Re: Open Issue #61: Proposed Update UAX #15 Unicode Normalization Forms

From: Marcin 'Qrczak' Kowalczyk (qrczak@knm.org.pl)
Date: Thu Jan 27 2005 - 08:35:26 CST

Next message: Peter Kirk: "Re: Open Issue #61: Proposed Update UAX #15 Unicode Normalization Forms"

Previous message: Bernard Desgraupes: "Error in default collation element computation (?)"
In reply to: Simon Josefsson: "Re: Open Issue #61: Proposed Update UAX #15 Unicode Normalization Forms"
Next in thread: Peter Kirk: "Re: Open Issue #61: Proposed Update UAX #15 Unicode Normalization Forms"
Messages sorted by: [ date ] [ thread ] [ subject ] [ author ] [ attachment ]
Mail actions: [ respond to this message ] [ mail a new topic ]

Simon Josefsson <jas@extundo.com> writes:

>> The point is that with the old definition the concept of
>> "normalized" is not well defined.
>
> Oh, but it is, if you ignore the non-normative example code and
> introduction.

It is not. The normative part defines a "normalize" function which
transforms a string to another string. Such a function automatically
yields a "normalized" predicate only if it's idempotent.

A "normalized" predicate derived from an idempotent "normalize"
function can be formulated in two ways:
- x is normalized iff there exists y such that normalize(y) = x
- x is normalized iff normalize(x) = x
and they are equivalent only if normalization if idempotent.

Which predicate is implied by old implementations which followed by
the text rather than the example code? Since they were written under
the assumption that that these two definitions are equivalent, they
don't necessarily behave consistently at all.

It's not that the old definition yields a different "normalized"
predicate than was intended, but that it's meaningless to obtain
the "normalized" predicate derived from a non-idempotent function.

Let's consider a lookup table which normalizes keys before storing
them in the table, and doesn't keep the original unnormalized forms
used to create the entries - obtaining the set of keys returns the
normalized keys. This is meaningful if the function is idempotent.
Let's say someone performs an equivalent of this Perl code:

   foreach my $key (keys %table) {
      my $value = $table{$key};
      # ... do something with $key and $value
   }

Since it looks up keys which are extracted from the table, it has the
right to assume that $table{$key} will always find the key. If it's
not found, well, there is a bug in the table or in the normalization
function it uses - not in this code. The code has the right to abort,
or it may just misbehave if written in a language with poor recovery
from errors. A set which doesn't contain the elements it contains
doesn't make sense.

> I'm asking whether this theoretical improvement is worth creating
> problems for IDN/StringPrep implementations that need to worry about
> normalization stability between Unicode versions.

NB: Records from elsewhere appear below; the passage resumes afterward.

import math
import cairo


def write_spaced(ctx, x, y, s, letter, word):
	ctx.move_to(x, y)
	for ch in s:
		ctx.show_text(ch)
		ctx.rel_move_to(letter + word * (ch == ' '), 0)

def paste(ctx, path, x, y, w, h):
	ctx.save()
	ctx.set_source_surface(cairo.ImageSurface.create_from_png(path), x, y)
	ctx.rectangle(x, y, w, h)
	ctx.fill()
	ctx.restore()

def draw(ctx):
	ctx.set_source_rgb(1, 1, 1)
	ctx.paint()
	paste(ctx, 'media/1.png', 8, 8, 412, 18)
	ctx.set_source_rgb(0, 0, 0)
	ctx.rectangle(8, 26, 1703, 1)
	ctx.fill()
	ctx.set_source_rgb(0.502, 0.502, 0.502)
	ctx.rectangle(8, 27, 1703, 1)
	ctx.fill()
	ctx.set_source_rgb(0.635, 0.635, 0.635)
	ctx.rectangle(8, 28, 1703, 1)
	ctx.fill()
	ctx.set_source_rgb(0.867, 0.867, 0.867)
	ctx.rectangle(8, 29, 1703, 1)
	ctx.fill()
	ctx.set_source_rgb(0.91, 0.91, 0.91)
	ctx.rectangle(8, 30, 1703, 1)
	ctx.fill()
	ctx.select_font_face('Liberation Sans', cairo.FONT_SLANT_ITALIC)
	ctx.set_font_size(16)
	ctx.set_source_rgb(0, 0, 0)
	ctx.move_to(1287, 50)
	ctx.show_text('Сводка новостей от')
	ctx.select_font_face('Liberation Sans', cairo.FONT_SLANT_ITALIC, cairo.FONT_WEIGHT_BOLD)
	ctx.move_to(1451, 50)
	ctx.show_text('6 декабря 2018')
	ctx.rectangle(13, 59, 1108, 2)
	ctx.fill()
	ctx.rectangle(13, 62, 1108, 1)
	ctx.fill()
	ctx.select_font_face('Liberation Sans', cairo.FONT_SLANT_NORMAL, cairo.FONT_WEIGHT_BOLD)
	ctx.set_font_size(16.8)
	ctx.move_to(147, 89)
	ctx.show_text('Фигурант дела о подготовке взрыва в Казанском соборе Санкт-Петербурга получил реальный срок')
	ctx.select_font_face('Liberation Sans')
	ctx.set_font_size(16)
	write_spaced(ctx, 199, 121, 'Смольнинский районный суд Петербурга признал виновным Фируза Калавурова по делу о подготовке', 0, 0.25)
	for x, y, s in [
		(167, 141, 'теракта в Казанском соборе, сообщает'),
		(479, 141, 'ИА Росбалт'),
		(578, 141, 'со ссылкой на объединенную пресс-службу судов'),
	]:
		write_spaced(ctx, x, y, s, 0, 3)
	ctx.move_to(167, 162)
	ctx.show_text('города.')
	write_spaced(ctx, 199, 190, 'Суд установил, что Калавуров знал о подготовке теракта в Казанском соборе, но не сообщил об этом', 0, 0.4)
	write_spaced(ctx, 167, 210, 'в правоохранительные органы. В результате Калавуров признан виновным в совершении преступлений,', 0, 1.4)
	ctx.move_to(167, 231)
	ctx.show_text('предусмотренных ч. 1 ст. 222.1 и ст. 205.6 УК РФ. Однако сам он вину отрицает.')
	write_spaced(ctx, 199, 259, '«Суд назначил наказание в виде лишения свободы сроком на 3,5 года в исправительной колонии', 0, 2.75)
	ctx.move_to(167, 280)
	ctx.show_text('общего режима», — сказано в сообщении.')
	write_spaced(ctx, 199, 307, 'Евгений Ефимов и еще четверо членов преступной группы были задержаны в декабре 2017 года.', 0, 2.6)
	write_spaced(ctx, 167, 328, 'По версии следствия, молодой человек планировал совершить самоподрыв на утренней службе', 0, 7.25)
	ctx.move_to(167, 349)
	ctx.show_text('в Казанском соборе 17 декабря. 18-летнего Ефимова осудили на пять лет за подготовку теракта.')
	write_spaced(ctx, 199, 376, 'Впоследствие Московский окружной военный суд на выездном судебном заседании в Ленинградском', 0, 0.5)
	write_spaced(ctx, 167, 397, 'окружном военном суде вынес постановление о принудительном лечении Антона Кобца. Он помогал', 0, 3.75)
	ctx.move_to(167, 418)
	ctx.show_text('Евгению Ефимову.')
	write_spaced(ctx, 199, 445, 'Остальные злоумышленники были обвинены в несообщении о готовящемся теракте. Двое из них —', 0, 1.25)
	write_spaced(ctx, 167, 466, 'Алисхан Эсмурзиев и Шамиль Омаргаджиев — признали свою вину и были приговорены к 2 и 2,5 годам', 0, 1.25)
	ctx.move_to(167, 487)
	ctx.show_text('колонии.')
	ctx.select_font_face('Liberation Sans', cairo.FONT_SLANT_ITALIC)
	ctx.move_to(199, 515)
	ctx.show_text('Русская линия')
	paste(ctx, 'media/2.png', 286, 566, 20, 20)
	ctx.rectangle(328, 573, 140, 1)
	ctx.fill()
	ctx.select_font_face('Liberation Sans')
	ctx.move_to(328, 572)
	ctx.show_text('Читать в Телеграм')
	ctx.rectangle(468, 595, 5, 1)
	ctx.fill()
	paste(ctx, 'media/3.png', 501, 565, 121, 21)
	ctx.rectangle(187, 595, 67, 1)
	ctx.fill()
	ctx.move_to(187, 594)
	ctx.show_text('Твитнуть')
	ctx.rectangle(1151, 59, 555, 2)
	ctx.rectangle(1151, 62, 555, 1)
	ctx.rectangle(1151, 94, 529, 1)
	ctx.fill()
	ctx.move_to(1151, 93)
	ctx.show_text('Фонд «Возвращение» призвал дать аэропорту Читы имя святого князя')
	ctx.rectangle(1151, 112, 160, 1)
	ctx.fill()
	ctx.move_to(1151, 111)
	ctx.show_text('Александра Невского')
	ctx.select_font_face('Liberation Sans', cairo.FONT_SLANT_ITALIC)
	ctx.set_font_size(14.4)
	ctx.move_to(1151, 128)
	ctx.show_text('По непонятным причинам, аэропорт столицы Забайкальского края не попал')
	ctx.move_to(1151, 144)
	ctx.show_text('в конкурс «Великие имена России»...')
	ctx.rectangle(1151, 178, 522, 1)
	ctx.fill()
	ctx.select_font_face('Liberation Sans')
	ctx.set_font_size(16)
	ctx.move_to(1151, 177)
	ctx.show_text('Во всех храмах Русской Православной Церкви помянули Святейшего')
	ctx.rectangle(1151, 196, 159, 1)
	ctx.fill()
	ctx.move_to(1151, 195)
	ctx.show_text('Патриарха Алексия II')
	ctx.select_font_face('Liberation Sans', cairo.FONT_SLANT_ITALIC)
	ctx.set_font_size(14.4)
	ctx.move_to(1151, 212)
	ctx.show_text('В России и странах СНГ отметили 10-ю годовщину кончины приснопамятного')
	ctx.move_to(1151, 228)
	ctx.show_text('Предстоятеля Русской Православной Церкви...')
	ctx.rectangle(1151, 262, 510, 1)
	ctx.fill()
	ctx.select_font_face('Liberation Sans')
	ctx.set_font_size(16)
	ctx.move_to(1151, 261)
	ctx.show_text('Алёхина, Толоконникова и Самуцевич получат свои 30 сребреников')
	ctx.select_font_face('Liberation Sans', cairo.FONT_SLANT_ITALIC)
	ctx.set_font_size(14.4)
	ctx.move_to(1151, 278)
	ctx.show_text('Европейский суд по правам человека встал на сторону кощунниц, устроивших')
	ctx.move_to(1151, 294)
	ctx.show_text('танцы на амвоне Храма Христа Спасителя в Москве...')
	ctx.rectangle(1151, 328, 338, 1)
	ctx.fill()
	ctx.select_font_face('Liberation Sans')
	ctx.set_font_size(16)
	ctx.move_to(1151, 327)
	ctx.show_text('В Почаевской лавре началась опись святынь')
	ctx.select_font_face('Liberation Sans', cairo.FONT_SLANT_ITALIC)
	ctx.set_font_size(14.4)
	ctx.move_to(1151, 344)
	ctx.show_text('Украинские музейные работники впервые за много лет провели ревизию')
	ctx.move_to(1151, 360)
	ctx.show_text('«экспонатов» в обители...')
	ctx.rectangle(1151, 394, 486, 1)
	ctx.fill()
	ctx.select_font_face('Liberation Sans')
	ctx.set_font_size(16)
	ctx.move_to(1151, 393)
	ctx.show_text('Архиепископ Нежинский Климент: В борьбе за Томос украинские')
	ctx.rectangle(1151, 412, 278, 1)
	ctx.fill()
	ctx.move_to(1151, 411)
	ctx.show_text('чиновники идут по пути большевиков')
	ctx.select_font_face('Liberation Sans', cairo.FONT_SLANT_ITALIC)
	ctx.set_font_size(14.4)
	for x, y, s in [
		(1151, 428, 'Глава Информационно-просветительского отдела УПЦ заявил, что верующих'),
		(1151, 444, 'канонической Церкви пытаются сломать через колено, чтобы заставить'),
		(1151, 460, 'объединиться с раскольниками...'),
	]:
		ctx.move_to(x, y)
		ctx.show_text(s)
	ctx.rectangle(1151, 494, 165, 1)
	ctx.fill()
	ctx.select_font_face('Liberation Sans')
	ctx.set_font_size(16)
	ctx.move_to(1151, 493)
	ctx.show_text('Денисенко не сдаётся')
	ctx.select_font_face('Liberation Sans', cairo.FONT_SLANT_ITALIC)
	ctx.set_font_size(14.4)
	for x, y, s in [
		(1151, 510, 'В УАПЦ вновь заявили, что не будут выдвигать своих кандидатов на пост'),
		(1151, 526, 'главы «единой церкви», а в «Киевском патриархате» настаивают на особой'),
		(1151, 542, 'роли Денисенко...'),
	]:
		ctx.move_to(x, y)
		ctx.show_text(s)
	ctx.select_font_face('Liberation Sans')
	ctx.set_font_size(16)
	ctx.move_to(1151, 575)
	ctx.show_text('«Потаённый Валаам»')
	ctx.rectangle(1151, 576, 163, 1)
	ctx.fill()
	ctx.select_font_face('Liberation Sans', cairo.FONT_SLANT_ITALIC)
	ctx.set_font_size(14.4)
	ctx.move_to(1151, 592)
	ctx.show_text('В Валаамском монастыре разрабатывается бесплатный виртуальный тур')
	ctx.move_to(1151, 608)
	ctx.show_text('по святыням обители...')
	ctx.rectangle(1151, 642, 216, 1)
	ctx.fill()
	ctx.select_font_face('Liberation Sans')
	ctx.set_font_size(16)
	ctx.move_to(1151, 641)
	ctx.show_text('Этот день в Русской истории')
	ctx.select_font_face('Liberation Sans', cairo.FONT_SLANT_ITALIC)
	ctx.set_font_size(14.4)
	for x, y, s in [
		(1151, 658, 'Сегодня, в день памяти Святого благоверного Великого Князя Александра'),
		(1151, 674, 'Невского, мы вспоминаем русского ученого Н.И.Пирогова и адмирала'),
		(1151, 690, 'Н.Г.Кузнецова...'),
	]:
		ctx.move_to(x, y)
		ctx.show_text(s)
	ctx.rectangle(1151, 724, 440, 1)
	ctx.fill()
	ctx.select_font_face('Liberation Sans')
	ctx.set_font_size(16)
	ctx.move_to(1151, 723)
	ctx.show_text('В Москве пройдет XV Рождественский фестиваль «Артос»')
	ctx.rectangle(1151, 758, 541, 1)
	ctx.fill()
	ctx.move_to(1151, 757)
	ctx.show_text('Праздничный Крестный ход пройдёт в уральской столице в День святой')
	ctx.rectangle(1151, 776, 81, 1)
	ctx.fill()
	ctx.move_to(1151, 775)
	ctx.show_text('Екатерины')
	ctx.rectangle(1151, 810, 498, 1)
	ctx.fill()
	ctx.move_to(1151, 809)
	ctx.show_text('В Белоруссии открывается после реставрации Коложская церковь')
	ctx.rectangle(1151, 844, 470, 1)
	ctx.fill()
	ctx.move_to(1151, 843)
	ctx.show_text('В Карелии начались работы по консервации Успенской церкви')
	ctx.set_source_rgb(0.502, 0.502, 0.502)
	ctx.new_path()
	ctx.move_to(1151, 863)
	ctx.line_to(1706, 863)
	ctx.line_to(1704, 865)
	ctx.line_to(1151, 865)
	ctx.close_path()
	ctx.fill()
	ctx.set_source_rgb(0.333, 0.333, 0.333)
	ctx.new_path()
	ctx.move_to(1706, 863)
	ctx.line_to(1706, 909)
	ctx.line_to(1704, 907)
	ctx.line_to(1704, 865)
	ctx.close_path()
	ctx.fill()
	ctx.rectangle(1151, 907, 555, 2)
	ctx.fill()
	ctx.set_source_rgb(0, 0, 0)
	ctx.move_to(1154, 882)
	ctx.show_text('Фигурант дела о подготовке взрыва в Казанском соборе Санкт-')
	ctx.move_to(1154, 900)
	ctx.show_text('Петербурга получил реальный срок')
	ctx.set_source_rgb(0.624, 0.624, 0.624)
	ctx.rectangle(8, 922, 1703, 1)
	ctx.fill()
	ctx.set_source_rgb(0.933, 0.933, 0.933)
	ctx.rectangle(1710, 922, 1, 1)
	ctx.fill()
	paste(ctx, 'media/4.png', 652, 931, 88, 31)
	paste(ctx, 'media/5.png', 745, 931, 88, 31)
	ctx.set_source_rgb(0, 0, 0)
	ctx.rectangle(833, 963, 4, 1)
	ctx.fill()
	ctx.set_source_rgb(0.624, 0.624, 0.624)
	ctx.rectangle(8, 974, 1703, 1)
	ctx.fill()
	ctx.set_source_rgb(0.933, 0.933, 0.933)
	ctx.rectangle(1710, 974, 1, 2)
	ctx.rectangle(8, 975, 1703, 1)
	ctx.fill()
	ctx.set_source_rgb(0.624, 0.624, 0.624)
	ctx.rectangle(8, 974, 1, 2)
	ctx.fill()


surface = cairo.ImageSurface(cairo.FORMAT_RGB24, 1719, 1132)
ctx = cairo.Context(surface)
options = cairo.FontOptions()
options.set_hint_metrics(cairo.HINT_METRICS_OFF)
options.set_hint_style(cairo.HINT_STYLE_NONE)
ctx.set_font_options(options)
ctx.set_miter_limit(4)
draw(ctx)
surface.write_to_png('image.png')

It already has a problem: it relies on a contradictory definition.

If it's fixed now, there might be some problems at transition time
(extremely unlikely).

If it's not fixed now, there might be problems forever (also unlikely,
but more likely because the time is much longer).

-- 
   __("<         Marcin Kowalczyk
   \__/       qrczak@knm.org.pl
    ^^     http://qrnik.knm.org.pl/~qrczak/

Next message: Peter Kirk: "Re: Open Issue #61: Proposed Update UAX #15 Unicode Normalization Forms"
Previous message: Bernard Desgraupes: "Error in default collation element computation (?)"
In reply to: Simon Josefsson: "Re: Open Issue #61: Proposed Update UAX #15 Unicode Normalization Forms"
Next in thread: Peter Kirk: "Re: Open Issue #61: Proposed Update UAX #15 Unicode Normalization Forms"
Messages sorted by: [ date ] [ thread ] [ subject ] [ author ] [ attachment ]
Mail actions: [ respond to this message ] [ mail a new topic ]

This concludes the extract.